Allerdings stellt sich dann die Frage, wieso man noch zu Ubuntu greifen sollte, wenn man ohnehin lieber ein Original-GNOME einsetzen möchte. Hier zeigt sich nun die Stärke von Linux, nämlich seine Vielfalt. Macht eine Distribution Murks bzw. ist man mit der eingeschlagenen Richtung nicht mehr zufrieden, stehen einem Wechsel keine großen Hürden im Weg; die nächste Distribution wartet schon darauf, ausprobiert zu werden.
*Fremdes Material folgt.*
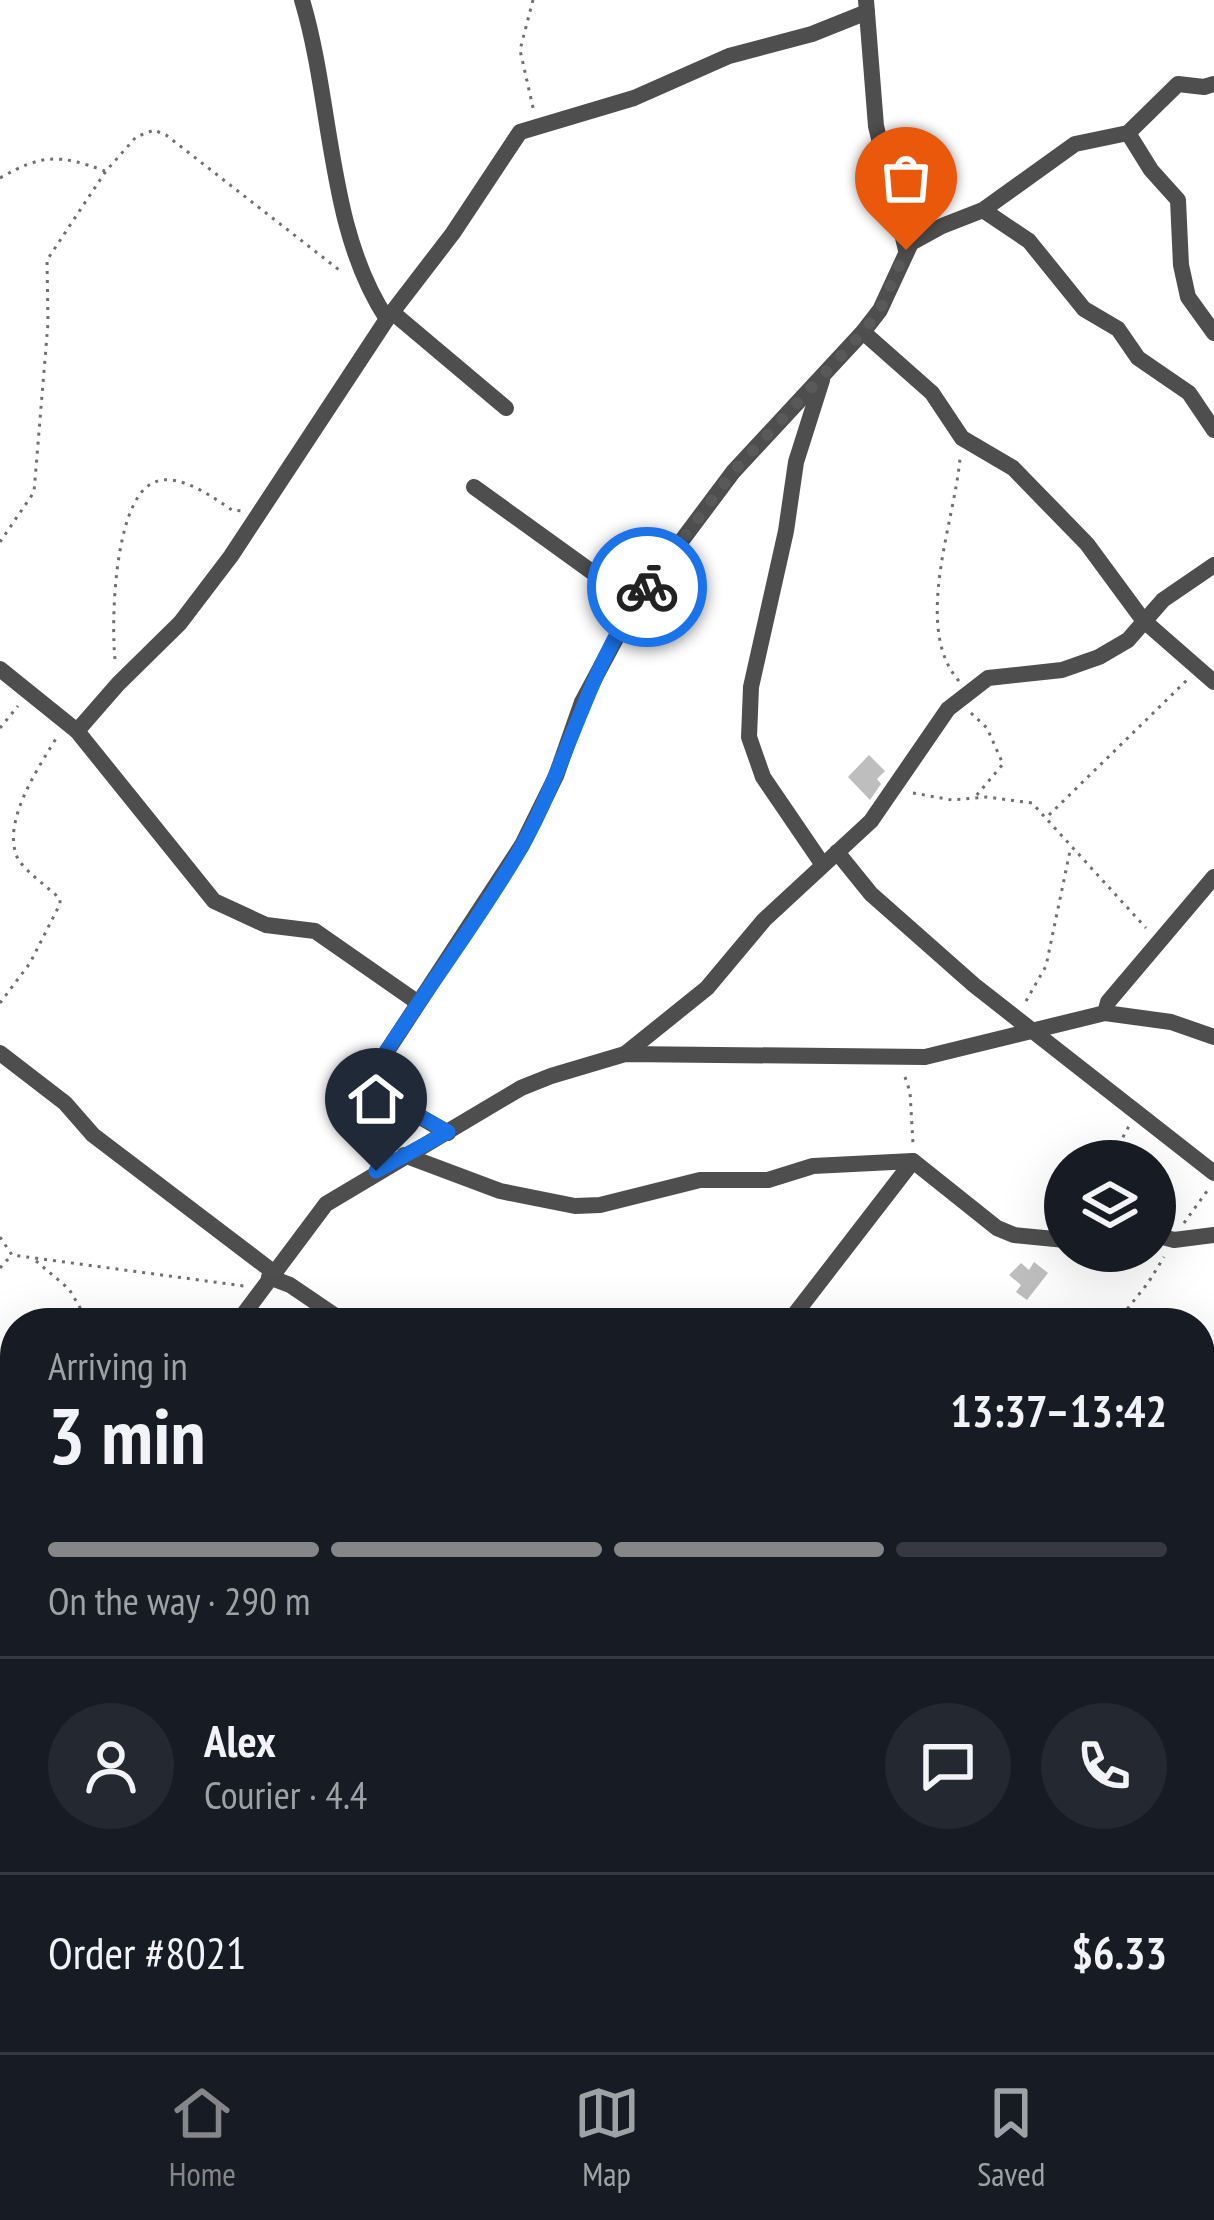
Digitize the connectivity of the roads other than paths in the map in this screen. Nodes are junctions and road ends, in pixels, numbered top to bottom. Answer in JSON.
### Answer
{"nodes":[{"id":1,"x":302,"y":0,"type":"edge"},
{"id":2,"x":866,"y":6,"type":"edge"},
{"id":3,"x":1214,"y":84,"type":"edge"},
{"id":4,"x":1127,"y":133,"type":"junction"},
{"id":5,"x":983,"y":210,"type":"junction"},
{"id":6,"x":906,"y":250,"type":"junction"},
{"id":7,"x":390,"y":315,"type":"junction"},
{"id":8,"x":863,"y":332,"type":"junction"},
{"id":9,"x":1214,"y":333,"type":"edge"},
{"id":10,"x":823,"y":377,"type":"junction"},
{"id":11,"x":506,"y":408,"type":"dead end"},
{"id":12,"x":1214,"y":430,"type":"edge"},
{"id":13,"x":474,"y":487,"type":"dead end"},
{"id":14,"x":1214,"y":566,"type":"edge"},
{"id":15,"x":635,"y":603,"type":"junction"},
{"id":16,"x":1143,"y":620,"type":"junction"},
{"id":17,"x":0,"y":668,"type":"edge"},
{"id":18,"x":1214,"y":682,"type":"edge"},
{"id":19,"x":72,"y":726,"type":"junction"},
{"id":20,"x":830,"y":858,"type":"junction"},
{"id":21,"x":1214,"y":878,"type":"edge"},
{"id":22,"x":417,"y":1002,"type":"junction"},
{"id":23,"x":1105,"y":1013,"type":"junction"},
{"id":24,"x":1033,"y":1030,"type":"junction"},
{"id":25,"x":1214,"y":1037,"type":"edge"},
{"id":26,"x":0,"y":1053,"type":"edge"},
{"id":27,"x":625,"y":1054,"type":"junction"},
{"id":28,"x":448,"y":1132,"type":"junction"},
{"id":29,"x":404,"y":1155,"type":"junction"},
{"id":30,"x":913,"y":1161,"type":"junction"},
{"id":31,"x":1214,"y":1173,"type":"edge"},
{"id":32,"x":1214,"y":1235,"type":"edge"},
{"id":33,"x":1176,"y":1237,"type":"edge"},
{"id":34,"x":1044,"y":1238,"type":"edge"},
{"id":35,"x":267,"y":1279,"type":"junction"},
{"id":36,"x":247,"y":1308,"type":"edge"},
{"id":37,"x":323,"y":1308,"type":"edge"},
{"id":38,"x":800,"y":1308,"type":"edge"}],
"edges":[{"from":1,"to":7,"type":"street"},
{"from":2,"to":6,"type":"street"},
{"from":2,"to":7,"type":"street"},
{"from":3,"to":4,"type":"street"},
{"from":4,"to":5,"type":"street"},
{"from":4,"to":9,"type":"street"},
{"from":5,"to":6,"type":"street"},
{"from":5,"to":12,"type":"street"},
{"from":6,"to":8,"type":"street"},
{"from":7,"to":11,"type":"street"},
{"from":7,"to":19,"type":"street"},
{"from":8,"to":10,"type":"street"},
{"from":8,"to":16,"type":"street"},
{"from":10,"to":15,"type":"street"},
{"from":10,"to":20,"type":"street"},
{"from":13,"to":15,"type":"street"},
{"from":14,"to":16,"type":"street"},
{"from":15,"to":22,"type":"street"},
{"from":16,"to":18,"type":"street"},
{"from":16,"to":20,"type":"street"},
{"from":17,"to":19,"type":"street"},
{"from":19,"to":22,"type":"street"},
{"from":20,"to":24,"type":"street"},
{"from":20,"to":27,"type":"street"},
{"from":21,"to":23,"type":"street"},
{"from":22,"to":28,"type":"street"},
{"from":23,"to":24,"type":"street"},
{"from":23,"to":25,"type":"street"},
{"from":24,"to":27,"type":"street"},
{"from":24,"to":31,"type":"street"},
{"from":26,"to":35,"type":"street"},
{"from":27,"to":28,"type":"street"},
{"from":28,"to":29,"type":"street"},
{"from":29,"to":30,"type":"street"},
{"from":29,"to":35,"type":"street"},
{"from":30,"to":34,"type":"street"},
{"from":30,"to":38,"type":"street"},
{"from":32,"to":33,"type":"street"},
{"from":35,"to":36,"type":"street"},
{"from":35,"to":37,"type":"street"}]}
Der Nutzer kann ohne große Schwierigkeiten ein “anderes Linux” nutzen, er muss sich weder stark umgewöhnen noch umlernen. GNOME, KDE oder was auch immer stehen bei den größeren Distributionen überall in ähnlicher Form bereit und auch bei der Systemverwaltung des eigentlichen Linux unterscheiden sich die Werkzeuge nicht großartig voneinander. Wer bisher mit Ubuntu zurechtkam, schafft auch problemlos den Umgang mit einem “Suse”, “Fedora” oder einer anderen der verbreiteteren Distributionen. Denn trotz poliertem Design und großer Fangemeinde – ein Ubuntu ist im Kern eben auch nur ein gewöhnliches Linux.
Bestimmt wird es Ubuntu mit Unity gelingen, wieder viele neue Nutzer für sich – und damit auch für Linux – zu begeistern. Doch ob auch die bisherige _Comm_unity diesen Schritt mitgeht, wird die Zeit zeigen.